▶ Task statement
Return the records exactly, please. Every line should match.

▶ Stored dataset items

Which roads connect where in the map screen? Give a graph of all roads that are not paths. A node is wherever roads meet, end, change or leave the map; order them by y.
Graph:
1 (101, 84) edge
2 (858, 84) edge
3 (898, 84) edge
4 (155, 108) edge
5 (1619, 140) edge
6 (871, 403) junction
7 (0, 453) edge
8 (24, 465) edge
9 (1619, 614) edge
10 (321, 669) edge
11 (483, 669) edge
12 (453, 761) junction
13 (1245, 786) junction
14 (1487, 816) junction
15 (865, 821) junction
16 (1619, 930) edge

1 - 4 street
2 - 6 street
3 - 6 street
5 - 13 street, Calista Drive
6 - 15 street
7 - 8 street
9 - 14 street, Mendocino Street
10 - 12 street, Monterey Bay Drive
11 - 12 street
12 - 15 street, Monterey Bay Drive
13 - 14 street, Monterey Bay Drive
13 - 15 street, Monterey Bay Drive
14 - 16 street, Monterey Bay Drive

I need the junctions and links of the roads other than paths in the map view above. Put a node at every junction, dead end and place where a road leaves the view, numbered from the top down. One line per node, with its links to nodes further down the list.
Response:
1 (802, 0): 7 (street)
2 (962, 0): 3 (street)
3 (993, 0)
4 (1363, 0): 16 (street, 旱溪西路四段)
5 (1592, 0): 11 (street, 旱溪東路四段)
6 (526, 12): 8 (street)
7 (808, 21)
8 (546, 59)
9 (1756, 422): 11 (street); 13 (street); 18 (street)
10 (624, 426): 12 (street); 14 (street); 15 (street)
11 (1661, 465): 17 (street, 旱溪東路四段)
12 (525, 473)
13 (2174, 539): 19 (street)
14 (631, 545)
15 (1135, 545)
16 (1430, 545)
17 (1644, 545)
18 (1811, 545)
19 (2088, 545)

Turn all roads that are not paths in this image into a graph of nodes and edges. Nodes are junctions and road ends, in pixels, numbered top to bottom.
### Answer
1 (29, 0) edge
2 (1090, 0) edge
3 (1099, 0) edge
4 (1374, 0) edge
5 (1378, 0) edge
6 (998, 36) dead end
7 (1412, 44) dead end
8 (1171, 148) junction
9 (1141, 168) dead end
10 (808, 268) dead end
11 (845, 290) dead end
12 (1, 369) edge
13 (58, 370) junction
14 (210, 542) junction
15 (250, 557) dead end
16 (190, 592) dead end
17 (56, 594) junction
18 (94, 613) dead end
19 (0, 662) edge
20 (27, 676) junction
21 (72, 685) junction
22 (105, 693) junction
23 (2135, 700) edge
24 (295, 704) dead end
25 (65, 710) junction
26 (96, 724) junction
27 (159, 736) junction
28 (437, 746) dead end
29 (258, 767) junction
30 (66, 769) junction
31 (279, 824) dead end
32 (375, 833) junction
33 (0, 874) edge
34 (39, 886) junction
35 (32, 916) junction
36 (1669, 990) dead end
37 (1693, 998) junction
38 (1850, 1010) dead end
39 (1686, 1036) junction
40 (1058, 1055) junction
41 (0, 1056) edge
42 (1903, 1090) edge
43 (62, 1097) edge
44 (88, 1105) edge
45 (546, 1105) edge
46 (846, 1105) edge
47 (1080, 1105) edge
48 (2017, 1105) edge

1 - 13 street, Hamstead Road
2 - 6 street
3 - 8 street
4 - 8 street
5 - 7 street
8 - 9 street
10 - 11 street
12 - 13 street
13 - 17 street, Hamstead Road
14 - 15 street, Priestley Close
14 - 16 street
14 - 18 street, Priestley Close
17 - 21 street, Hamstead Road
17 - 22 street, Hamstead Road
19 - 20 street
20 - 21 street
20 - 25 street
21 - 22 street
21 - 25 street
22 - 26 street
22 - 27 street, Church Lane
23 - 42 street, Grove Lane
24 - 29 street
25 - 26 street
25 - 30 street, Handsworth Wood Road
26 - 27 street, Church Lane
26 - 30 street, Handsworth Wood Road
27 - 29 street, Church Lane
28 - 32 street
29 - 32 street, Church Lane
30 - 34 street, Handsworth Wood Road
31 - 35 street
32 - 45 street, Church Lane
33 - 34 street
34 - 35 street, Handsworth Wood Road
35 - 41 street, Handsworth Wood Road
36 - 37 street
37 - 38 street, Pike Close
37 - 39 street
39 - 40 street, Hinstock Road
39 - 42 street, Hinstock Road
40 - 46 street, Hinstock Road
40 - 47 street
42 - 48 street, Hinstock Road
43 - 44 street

▶ Expected output
Which roads connect where in the map screen? Give a graph of all roads that are not paths. A node is wherever roads meet, end, change or leave the map; order them by y.
Graph:
1 (101, 84) edge
2 (858, 84) edge
3 (898, 84) edge
4 (155, 108) edge
5 (1619, 140) edge
6 (871, 403) junction
7 (0, 453) edge
8 (24, 465) edge
9 (1619, 614) edge
10 (321, 669) edge
11 (483, 669) edge
12 (453, 761) junction
13 (1245, 786) junction
14 (1487, 816) junction
15 (865, 821) junction
16 (1619, 930) edge

1 - 4 street
2 - 6 street
3 - 6 street
5 - 13 street, Calista Drive
6 - 15 street
7 - 8 street
9 - 14 street, Mendocino Street
10 - 12 street, Monterey Bay Drive
11 - 12 street
12 - 15 street, Monterey Bay Drive
13 - 14 street, Monterey Bay Drive
13 - 15 street, Monterey Bay Drive
14 - 16 street, Monterey Bay Drive

I need the junctions and links of the roads other than paths in the map view above. Put a node at every junction, dead end and place where a road leaves the view, numbered from the top down. One line per node, with its links to nodes further down the list.
Response:
1 (802, 0): 7 (street)
2 (962, 0): 3 (street)
3 (993, 0)
4 (1363, 0): 16 (street, 旱溪西路四段)
5 (1592, 0): 11 (street, 旱溪東路四段)
6 (526, 12): 8 (street)
7 (808, 21)
8 (546, 59)
9 (1756, 422): 11 (street); 13 (street); 18 (street)
10 (624, 426): 12 (street); 14 (street); 15 (street)
11 (1661, 465): 17 (street, 旱溪東路四段)
12 (525, 473)
13 (2174, 539): 19 (street)
14 (631, 545)
15 (1135, 545)
16 (1430, 545)
17 (1644, 545)
18 (1811, 545)
19 (2088, 545)

Turn all roads that are not paths in this image into a graph of nodes and edges. Nodes are junctions and road ends, in pixels, numbered top to bottom.
### Answer
1 (29, 0) edge
2 (1090, 0) edge
3 (1099, 0) edge
4 (1374, 0) edge
5 (1378, 0) edge
6 (998, 36) dead end
7 (1412, 44) dead end
8 (1171, 148) junction
9 (1141, 168) dead end
10 (808, 268) dead end
11 (845, 290) dead end
12 (1, 369) edge
13 (58, 370) junction
14 (210, 542) junction
15 (250, 557) dead end
16 (190, 592) dead end
17 (56, 594) junction
18 (94, 613) dead end
19 (0, 662) edge
20 (27, 676) junction
21 (72, 685) junction
22 (105, 693) junction
23 (2135, 700) edge
24 (295, 704) dead end
25 (65, 710) junction
26 (96, 724) junction
27 (159, 736) junction
28 (437, 746) dead end
29 (258, 767) junction
30 (66, 769) junction
31 (279, 824) dead end
32 (375, 833) junction
33 (0, 874) edge
34 (39, 886) junction
35 (32, 916) junction
36 (1669, 990) dead end
37 (1693, 998) junction
38 (1850, 1010) dead end
39 (1686, 1036) junction
40 (1058, 1055) junction
41 (0, 1056) edge
42 (1903, 1090) edge
43 (62, 1097) edge
44 (88, 1105) edge
45 (546, 1105) edge
46 (846, 1105) edge
47 (1080, 1105) edge
48 (2017, 1105) edge

1 - 13 street, Hamstead Road
2 - 6 street
3 - 8 street
4 - 8 street
5 - 7 street
8 - 9 street
10 - 11 street
12 - 13 street
13 - 17 street, Hamstead Road
14 - 15 street, Priestley Close
14 - 16 street
14 - 18 street, Priestley Close
17 - 21 street, Hamstead Road
17 - 22 street, Hamstead Road
19 - 20 street
20 - 21 street
20 - 25 street
21 - 22 street
21 - 25 street
22 - 26 street
22 - 27 street, Church Lane
23 - 42 street, Grove Lane
24 - 29 street
25 - 26 street
25 - 30 street, Handsworth Wood Road
26 - 27 street, Church Lane
26 - 30 street, Handsworth Wood Road
27 - 29 street, Church Lane
28 - 32 street
29 - 32 street, Church Lane
30 - 34 street, Handsworth Wood Road
31 - 35 street
32 - 45 street, Church Lane
33 - 34 street
34 - 35 street, Handsworth Wood Road
35 - 41 street, Handsworth Wood Road
36 - 37 street
37 - 38 street, Pike Close
37 - 39 street
39 - 40 street, Hinstock Road
39 - 42 street, Hinstock Road
40 - 46 street, Hinstock Road
40 - 47 street
42 - 48 street, Hinstock Road
43 - 44 street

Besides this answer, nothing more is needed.